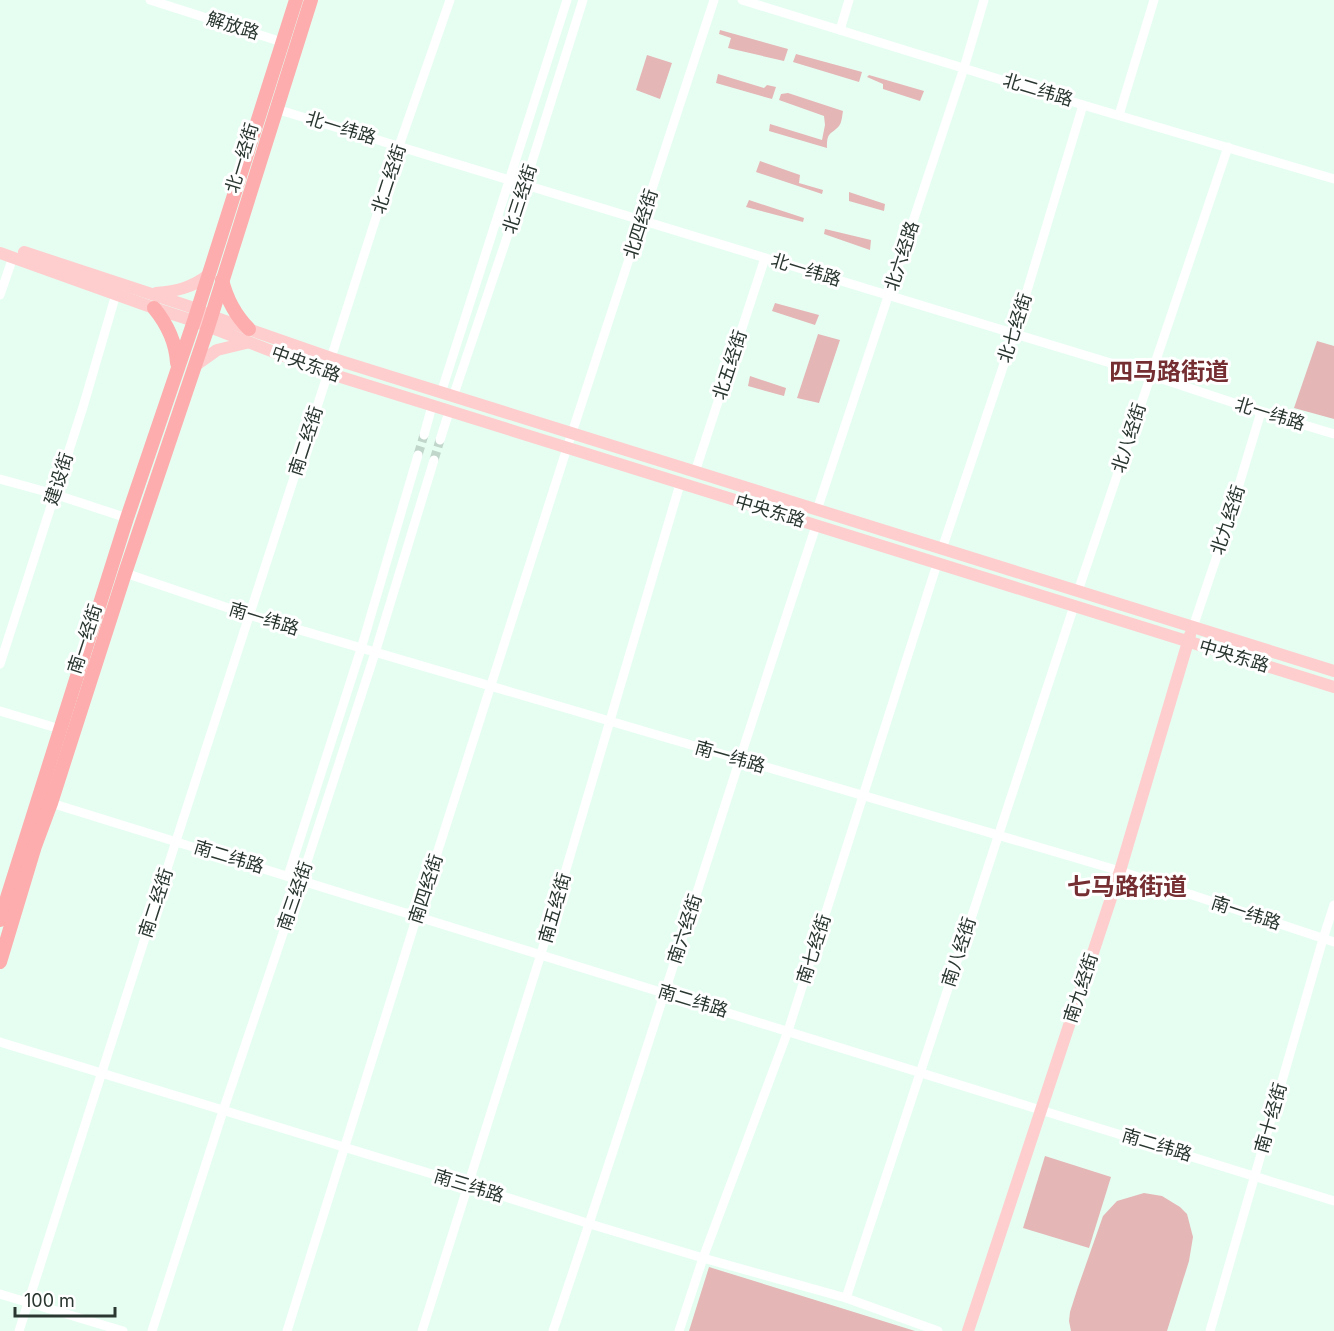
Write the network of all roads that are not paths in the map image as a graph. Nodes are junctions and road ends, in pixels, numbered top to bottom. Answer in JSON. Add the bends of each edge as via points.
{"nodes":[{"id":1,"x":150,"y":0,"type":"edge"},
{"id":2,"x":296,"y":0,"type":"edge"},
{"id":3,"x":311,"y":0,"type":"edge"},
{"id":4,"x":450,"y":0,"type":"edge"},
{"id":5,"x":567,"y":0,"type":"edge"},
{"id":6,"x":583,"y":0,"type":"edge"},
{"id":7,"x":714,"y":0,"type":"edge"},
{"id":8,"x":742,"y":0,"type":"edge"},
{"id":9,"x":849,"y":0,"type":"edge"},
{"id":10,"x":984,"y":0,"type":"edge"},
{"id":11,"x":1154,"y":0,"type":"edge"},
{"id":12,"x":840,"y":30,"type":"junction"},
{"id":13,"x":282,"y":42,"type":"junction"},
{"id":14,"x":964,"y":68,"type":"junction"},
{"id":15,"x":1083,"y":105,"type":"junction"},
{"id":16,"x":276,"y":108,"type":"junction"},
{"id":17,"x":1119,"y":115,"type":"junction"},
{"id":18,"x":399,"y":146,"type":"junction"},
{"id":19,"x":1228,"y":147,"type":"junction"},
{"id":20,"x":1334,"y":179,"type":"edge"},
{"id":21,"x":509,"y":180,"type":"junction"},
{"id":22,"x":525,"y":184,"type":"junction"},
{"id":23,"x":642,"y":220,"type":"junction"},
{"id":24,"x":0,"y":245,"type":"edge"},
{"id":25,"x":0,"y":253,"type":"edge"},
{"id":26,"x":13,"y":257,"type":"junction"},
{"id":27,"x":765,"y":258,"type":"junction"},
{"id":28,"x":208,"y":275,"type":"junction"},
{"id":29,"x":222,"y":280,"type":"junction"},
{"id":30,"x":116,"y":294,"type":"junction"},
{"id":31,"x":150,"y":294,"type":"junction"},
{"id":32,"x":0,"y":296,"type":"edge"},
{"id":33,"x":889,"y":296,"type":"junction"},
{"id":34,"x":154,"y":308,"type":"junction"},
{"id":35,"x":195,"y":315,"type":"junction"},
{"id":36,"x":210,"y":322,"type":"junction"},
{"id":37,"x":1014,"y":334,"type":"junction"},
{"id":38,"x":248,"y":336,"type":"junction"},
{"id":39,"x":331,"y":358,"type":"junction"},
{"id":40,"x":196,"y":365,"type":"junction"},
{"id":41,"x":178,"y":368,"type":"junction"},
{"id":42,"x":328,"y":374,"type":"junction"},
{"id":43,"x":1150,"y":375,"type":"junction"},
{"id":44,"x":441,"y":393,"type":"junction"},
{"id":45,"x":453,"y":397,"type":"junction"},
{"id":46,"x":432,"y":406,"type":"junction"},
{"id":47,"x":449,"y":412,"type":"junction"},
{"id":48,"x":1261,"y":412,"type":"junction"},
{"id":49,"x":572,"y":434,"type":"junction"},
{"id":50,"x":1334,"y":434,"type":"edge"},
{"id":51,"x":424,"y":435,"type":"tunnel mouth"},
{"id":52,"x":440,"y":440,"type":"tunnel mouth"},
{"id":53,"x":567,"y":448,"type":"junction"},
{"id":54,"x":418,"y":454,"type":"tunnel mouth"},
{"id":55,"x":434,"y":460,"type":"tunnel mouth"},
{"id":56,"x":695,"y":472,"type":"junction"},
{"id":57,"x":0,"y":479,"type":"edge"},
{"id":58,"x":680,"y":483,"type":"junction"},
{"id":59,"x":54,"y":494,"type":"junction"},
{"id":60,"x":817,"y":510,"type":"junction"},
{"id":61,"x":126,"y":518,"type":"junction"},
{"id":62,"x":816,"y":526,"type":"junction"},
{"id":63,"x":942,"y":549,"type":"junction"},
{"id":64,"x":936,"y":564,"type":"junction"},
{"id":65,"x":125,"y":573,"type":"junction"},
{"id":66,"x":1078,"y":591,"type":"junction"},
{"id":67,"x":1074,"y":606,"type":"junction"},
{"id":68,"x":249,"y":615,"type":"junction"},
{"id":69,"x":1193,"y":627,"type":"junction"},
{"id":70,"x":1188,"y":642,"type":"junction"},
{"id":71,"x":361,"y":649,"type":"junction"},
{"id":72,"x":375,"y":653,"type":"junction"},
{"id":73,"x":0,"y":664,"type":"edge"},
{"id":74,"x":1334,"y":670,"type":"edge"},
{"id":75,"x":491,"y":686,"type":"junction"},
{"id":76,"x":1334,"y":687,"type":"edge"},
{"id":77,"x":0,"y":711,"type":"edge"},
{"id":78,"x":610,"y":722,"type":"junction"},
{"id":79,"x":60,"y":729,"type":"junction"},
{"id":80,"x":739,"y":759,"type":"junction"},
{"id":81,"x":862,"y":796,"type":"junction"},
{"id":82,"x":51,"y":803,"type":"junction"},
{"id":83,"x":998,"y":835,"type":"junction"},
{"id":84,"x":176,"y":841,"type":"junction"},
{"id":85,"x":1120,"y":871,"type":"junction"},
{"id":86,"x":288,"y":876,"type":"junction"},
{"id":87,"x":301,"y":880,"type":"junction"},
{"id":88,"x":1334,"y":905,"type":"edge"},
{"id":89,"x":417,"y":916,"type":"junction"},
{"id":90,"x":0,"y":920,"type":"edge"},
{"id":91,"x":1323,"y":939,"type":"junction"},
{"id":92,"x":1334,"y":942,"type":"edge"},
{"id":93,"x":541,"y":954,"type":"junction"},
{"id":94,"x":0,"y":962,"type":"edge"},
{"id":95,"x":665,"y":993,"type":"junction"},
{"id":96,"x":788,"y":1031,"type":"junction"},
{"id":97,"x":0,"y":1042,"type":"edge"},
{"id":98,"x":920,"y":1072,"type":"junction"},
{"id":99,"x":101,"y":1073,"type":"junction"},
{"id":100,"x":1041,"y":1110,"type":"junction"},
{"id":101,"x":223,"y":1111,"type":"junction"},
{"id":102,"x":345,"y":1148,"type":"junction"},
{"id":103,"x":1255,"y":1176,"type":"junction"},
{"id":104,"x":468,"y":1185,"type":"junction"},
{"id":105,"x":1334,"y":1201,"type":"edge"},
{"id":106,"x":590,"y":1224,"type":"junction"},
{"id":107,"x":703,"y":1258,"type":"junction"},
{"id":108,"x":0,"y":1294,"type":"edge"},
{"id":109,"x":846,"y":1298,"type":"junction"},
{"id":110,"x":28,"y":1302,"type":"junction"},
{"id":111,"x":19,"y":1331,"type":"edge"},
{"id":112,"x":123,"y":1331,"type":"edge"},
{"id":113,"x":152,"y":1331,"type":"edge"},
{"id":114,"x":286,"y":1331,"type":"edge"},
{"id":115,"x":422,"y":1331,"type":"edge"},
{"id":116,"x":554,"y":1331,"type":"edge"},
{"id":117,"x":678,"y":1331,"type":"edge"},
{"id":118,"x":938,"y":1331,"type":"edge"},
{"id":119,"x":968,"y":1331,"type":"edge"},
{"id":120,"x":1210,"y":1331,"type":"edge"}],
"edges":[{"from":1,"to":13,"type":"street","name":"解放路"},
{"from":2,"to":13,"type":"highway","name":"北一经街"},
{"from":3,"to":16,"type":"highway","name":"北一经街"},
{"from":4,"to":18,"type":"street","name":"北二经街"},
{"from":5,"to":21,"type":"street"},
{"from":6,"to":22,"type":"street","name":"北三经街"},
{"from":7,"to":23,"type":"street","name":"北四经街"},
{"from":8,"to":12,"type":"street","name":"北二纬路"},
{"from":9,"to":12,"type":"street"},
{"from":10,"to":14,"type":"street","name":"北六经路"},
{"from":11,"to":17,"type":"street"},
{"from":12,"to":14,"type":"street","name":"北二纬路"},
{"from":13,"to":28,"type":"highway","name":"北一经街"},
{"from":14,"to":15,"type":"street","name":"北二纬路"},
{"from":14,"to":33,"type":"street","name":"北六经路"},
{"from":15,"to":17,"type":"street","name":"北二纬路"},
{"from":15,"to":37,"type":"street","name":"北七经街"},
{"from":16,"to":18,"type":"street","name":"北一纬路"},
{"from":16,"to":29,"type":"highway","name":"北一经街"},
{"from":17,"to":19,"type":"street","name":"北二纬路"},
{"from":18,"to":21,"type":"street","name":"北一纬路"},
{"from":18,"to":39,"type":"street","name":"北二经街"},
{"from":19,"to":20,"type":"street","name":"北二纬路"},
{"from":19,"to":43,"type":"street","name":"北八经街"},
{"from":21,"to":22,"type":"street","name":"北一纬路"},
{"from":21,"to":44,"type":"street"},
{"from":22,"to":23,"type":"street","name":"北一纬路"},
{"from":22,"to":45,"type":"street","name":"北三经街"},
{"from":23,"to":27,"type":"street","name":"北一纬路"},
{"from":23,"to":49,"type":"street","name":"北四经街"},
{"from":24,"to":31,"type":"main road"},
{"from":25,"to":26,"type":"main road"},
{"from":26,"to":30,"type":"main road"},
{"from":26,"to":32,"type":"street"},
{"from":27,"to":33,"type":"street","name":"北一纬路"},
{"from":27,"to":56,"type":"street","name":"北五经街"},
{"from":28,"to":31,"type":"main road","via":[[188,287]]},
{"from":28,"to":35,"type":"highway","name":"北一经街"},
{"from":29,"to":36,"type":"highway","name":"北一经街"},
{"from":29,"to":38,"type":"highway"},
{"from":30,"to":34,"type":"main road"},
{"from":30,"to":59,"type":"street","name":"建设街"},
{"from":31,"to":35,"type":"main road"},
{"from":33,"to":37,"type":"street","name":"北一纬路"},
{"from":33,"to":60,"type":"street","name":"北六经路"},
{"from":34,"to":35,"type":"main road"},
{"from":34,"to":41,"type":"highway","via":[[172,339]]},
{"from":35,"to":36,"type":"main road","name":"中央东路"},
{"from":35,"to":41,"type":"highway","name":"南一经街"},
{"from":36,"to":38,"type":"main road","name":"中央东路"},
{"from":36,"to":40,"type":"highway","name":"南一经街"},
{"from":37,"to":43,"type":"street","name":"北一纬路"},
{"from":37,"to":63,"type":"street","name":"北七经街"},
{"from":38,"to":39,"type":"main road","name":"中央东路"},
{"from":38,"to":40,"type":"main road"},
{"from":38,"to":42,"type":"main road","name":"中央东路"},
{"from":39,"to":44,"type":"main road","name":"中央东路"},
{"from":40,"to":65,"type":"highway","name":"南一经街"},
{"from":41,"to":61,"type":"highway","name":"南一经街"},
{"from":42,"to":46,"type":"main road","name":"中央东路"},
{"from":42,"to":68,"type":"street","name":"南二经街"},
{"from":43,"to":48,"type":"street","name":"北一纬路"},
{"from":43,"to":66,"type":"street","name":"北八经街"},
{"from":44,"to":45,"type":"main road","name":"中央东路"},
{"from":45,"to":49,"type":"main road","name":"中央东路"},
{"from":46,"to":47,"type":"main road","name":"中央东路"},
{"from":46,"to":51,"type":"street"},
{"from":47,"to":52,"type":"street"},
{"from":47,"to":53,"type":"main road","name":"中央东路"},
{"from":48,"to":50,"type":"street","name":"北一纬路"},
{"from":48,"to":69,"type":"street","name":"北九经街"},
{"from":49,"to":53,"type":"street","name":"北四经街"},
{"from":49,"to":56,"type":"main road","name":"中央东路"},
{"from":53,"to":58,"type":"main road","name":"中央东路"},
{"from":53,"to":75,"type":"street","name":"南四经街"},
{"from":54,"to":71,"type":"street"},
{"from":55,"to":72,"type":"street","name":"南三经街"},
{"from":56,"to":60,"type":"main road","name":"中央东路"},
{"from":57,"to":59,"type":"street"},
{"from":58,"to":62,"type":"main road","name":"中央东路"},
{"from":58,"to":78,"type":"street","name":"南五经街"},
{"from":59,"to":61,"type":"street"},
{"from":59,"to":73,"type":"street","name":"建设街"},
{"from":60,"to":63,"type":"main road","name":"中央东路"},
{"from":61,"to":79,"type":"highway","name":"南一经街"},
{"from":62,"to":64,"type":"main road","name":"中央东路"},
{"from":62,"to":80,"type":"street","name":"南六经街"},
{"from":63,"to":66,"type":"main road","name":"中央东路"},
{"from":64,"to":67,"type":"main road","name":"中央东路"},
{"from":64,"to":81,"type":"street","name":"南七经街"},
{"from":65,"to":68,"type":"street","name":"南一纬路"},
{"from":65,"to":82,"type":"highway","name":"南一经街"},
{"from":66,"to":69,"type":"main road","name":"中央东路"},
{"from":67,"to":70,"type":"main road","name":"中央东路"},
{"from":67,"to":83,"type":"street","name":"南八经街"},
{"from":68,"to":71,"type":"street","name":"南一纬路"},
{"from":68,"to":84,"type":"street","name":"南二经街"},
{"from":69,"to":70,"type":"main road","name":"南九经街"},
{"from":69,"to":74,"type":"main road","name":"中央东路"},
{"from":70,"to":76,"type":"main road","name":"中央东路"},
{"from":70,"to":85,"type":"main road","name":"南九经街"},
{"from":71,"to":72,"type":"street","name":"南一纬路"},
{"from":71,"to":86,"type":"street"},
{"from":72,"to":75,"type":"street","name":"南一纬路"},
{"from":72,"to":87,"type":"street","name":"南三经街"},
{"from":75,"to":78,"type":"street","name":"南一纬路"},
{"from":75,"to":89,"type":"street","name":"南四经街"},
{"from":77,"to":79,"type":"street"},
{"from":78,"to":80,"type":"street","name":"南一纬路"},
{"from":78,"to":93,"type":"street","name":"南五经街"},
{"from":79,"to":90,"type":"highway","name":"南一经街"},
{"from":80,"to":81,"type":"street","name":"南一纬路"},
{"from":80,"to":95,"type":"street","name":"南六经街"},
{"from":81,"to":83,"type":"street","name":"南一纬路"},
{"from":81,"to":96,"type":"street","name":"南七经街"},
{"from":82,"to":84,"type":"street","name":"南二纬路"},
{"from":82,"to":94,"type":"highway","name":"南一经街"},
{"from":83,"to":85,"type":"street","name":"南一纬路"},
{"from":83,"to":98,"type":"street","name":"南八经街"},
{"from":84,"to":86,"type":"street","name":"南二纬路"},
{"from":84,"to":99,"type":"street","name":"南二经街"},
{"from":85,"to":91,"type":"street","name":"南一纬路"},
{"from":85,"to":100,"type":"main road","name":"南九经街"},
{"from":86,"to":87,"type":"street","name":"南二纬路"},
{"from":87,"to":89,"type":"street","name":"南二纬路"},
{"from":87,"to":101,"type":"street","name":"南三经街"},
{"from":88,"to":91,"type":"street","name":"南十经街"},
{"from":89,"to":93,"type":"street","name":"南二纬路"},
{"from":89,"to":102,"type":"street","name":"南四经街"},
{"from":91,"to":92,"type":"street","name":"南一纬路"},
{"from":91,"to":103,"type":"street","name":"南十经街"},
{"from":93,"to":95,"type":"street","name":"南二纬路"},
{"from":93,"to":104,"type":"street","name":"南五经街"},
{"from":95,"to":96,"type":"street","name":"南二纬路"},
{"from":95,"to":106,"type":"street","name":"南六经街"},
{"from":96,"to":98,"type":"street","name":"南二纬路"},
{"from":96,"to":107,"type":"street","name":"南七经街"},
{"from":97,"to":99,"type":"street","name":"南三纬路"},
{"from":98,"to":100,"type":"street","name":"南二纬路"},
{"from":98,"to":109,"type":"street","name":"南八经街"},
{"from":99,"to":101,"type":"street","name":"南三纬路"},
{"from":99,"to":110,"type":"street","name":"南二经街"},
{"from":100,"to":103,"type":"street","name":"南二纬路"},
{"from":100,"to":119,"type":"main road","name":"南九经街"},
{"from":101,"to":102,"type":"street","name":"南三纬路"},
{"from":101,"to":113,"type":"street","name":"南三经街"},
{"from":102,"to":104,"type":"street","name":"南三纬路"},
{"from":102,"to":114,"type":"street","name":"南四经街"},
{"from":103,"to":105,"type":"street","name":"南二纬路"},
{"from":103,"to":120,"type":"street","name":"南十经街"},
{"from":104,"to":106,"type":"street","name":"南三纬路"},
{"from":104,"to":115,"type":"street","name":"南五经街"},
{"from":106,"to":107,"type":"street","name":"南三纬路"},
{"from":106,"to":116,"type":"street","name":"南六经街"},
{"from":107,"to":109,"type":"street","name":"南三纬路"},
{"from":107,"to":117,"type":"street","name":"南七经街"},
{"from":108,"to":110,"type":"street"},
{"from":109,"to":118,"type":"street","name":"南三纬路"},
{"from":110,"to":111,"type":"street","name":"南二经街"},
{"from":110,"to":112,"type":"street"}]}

##############################

What the task asks: Please give the number of lines in the material above that contain the string "北四经街", and nothing else.

Solution for this exercise: 3